“This is so you will shut up and stop talking nonsense on the radio,” Sandoval Braga Junior was told by the two gunmen who burst into his studio on 21 September and pinned him to the ground. They then shot him in the leg, shattering his tibia, and left.
The manager of Radio União FM in Jaguaruana, a small town of 30,000 habitants in Ceará, and head of the Ceará State Radio and TV Association (ACERT), Braga Junior often criticizes the local authorities and Ceará’s politicians during the radio programmes he hosts
He underwent an operation for the gunshot injury to his leg and is now out of danger. But three of the four other radio show hosts to be the targets of shooting attacks this year – Marlon Carvalho, Jefferson Pureza and Jairo Sousa – were killed. The fourth, Hamilton Alves, miraculously escaped an attack in the northern state of Rondônia in April.
“Three radio presenters have already been murdered this year in Brazil and two others have narrowly escaped death,” said Emmanuel Colombié, the head of RSF’s Latin America bureau.
“How many other journalists will have to be gunned down in cold blood or physically attacked before the local and federal authorities realize that this kind of violence is unacceptable in a democracy? Action by the authorities is all the more urgent because of the upcoming general elections. The attack on Sandoval Braga Junior and the previous attacks must not go unpunished.”
Local radio stations play a key role in Brazil, especially in small and mid-sized towns in the interior, where they are a popular source of news – often the only one – about local politics and the activities of local authorities.
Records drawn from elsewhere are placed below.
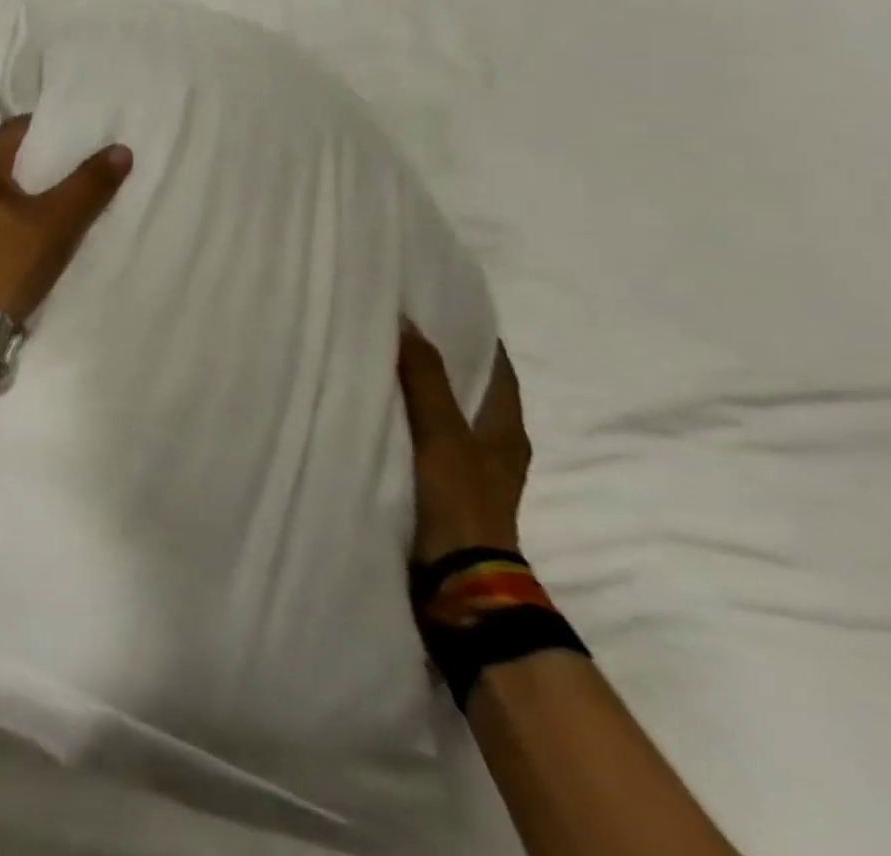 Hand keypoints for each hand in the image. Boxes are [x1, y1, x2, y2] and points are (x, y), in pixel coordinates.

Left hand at [0, 117, 132, 324]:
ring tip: (67, 201)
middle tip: (84, 169)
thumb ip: (91, 184)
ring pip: (0, 191)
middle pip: (9, 160)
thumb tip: (121, 149)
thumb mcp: (57, 222)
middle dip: (45, 164)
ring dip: (31, 193)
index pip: (18, 129)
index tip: (85, 137)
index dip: (53, 130)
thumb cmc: (7, 262)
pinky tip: (37, 233)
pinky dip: (15, 217)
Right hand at [397, 326, 531, 564]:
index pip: (498, 371)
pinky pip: (429, 441)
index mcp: (506, 430)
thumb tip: (408, 323)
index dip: (477, 339)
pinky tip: (383, 412)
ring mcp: (471, 473)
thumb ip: (426, 380)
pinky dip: (411, 422)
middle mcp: (494, 447)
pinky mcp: (447, 491)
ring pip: (449, 417)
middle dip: (445, 362)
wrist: (460, 582)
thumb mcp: (442, 434)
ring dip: (425, 393)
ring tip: (387, 363)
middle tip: (406, 330)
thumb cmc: (460, 500)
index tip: (446, 308)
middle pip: (472, 392) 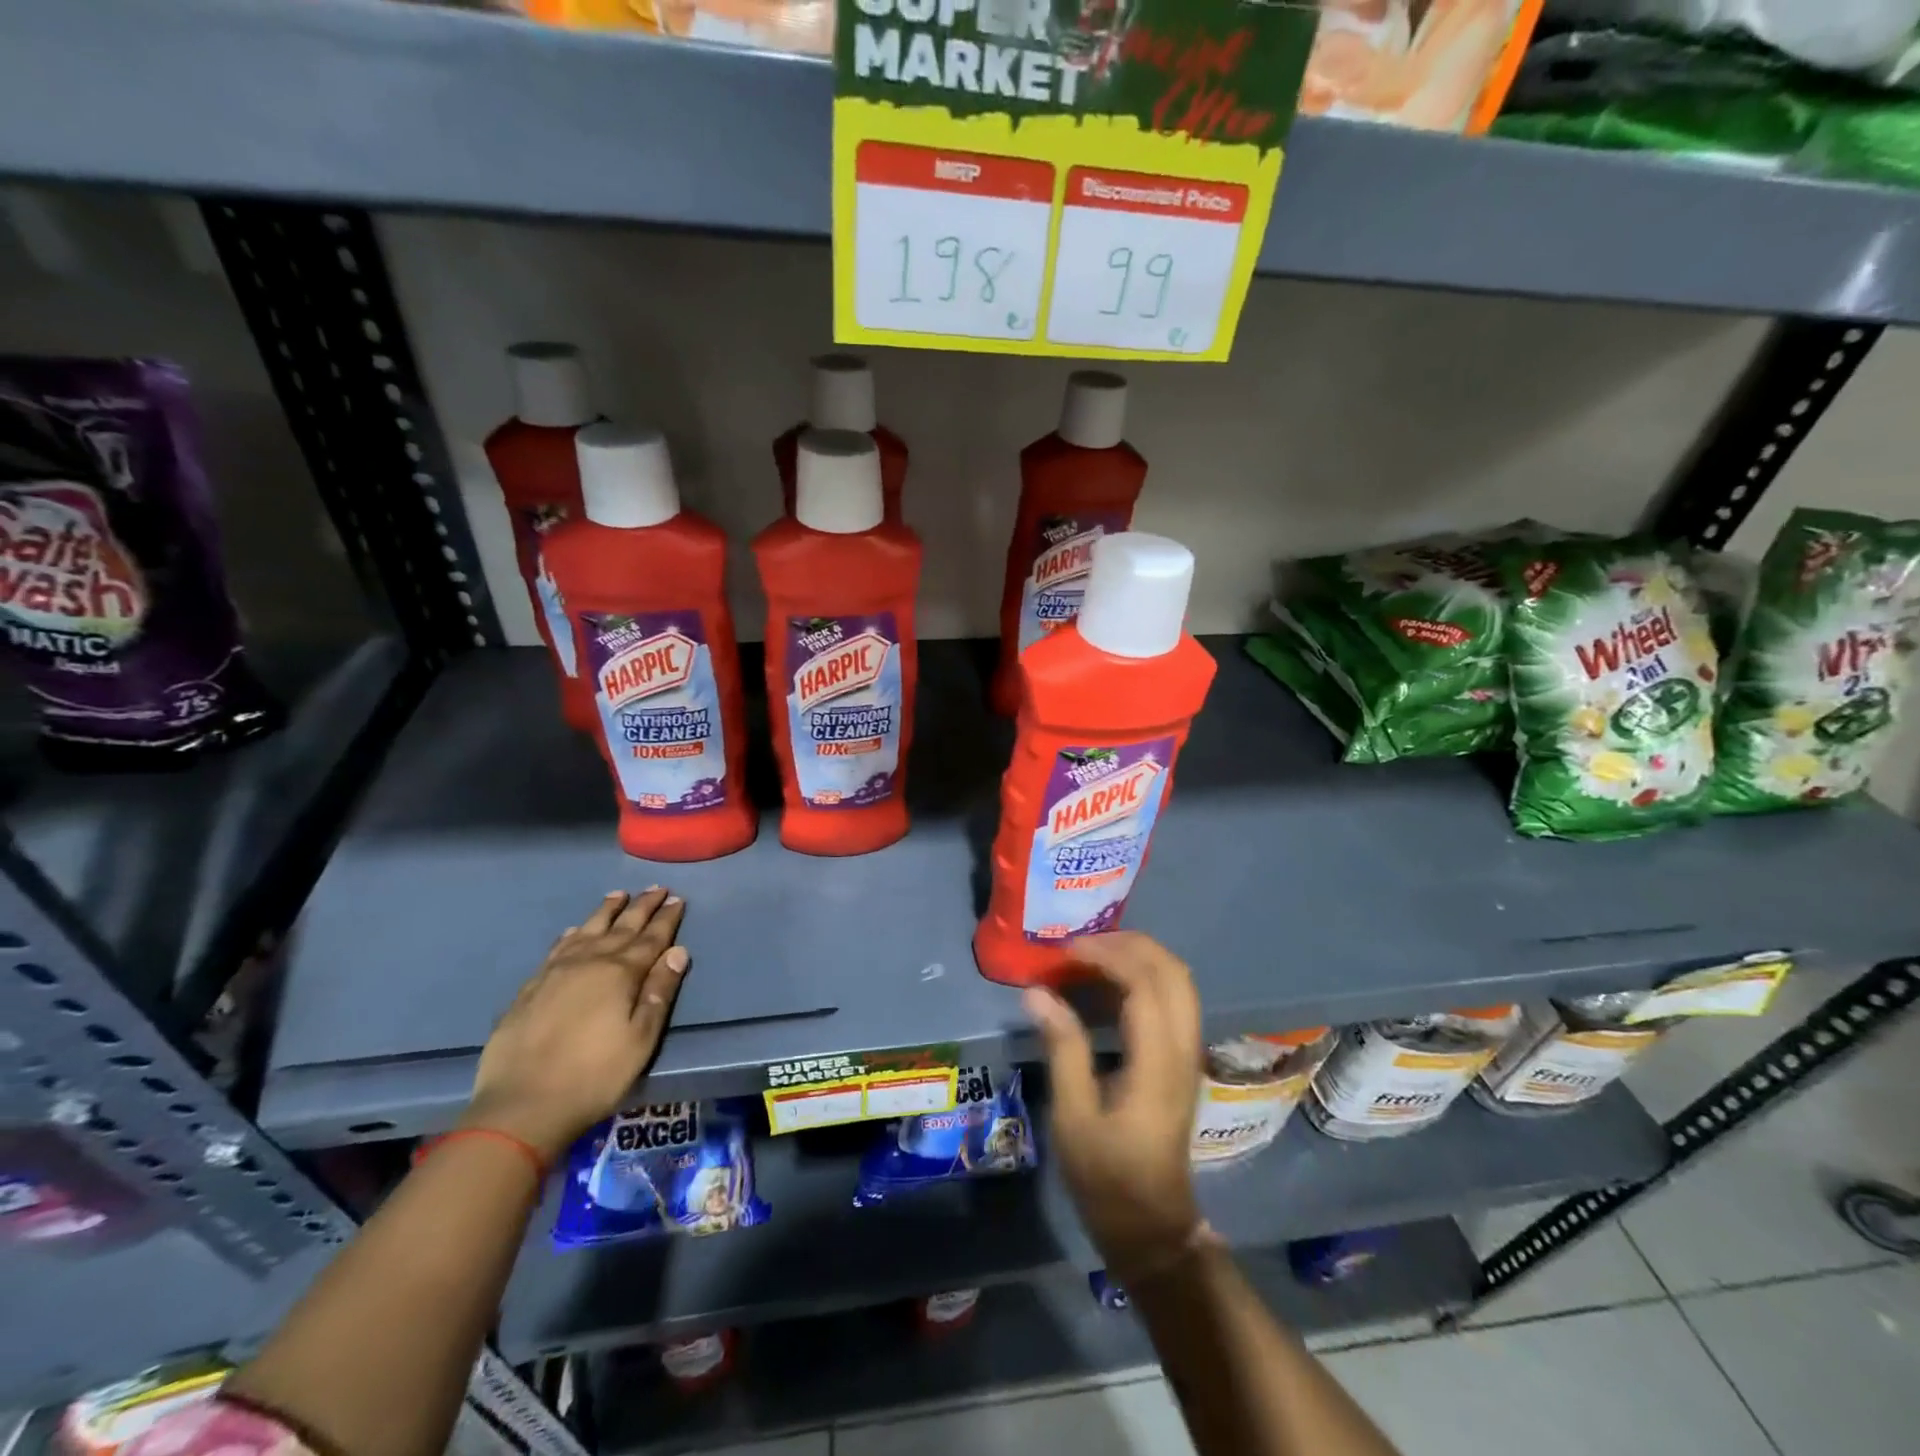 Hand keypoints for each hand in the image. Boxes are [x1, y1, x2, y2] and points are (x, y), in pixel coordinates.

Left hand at [461, 888, 689, 1162]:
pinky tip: (574, 931)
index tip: (677, 899)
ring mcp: (555, 973)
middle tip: (655, 888)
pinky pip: (556, 949)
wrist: (521, 1106)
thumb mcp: (641, 1038)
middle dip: (641, 907)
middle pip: (621, 927)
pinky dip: (571, 934)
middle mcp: (589, 962)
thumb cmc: (595, 1075)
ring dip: (606, 912)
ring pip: (587, 931)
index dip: (666, 918)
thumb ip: (659, 992)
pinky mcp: (530, 988)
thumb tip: (677, 951)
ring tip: (618, 895)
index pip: (651, 938)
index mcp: (620, 973)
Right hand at [1025, 931, 1202, 1283]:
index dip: (1107, 956)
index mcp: (1157, 1063)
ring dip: (1140, 957)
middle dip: (1130, 945)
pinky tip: (1110, 983)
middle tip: (1082, 944)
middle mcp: (1182, 1049)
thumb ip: (1062, 1048)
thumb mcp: (1073, 1116)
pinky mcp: (1182, 1060)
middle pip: (1173, 972)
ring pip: (1179, 982)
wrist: (1152, 1225)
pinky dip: (1146, 976)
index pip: (1145, 985)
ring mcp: (1188, 1054)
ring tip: (1093, 955)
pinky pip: (1174, 999)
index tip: (1066, 951)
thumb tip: (1037, 992)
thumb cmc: (1107, 1176)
The journalists who host these popular radio shows are often described as “polemical.” As well as being exposed to this kind of attack, they are also often threatened and subjected to intimidation campaigns, which tend to become more frequent in the run-up to elections. The polling for Brazil’s next general elections is due to take place on 8 and 28 October.
Brazil is ranked 102nd out of 180 countries in RSF’s 2018 World Press Freedom Index.